● Problem description: Every line with "Cendarawasih" in it should be copied from the data.

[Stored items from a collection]
BEGIN

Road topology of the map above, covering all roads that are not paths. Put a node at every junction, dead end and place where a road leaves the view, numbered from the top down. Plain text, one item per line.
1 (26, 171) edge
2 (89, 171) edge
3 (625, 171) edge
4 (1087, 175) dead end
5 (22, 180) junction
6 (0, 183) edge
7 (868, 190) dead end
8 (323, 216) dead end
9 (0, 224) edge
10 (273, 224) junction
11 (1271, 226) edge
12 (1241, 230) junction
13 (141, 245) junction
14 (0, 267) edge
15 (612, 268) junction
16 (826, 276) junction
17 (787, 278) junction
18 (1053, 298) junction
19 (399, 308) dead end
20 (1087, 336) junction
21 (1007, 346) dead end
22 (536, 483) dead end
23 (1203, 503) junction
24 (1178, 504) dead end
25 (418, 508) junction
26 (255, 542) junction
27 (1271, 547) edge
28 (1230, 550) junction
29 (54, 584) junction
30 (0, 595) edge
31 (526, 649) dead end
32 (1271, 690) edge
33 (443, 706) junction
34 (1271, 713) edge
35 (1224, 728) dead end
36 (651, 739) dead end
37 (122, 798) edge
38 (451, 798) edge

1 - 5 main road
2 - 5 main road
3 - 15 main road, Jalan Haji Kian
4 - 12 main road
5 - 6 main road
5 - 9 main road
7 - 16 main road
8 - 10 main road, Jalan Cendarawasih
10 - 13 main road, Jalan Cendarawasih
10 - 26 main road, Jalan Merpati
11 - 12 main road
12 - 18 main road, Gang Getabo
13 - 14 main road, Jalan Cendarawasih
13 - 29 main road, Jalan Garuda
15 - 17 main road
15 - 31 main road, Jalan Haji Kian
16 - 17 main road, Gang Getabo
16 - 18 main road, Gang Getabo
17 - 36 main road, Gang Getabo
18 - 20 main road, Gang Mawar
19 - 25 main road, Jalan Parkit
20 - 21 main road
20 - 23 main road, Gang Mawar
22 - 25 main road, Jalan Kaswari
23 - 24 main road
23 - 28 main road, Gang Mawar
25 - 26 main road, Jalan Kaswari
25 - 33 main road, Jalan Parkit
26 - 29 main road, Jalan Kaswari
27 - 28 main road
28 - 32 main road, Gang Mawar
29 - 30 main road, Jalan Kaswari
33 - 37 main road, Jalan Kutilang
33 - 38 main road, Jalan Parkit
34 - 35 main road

END

● Written response:
8 - 10 main road, Jalan Cendarawasih
10 - 13 main road, Jalan Cendarawasih
13 - 14 main road, Jalan Cendarawasih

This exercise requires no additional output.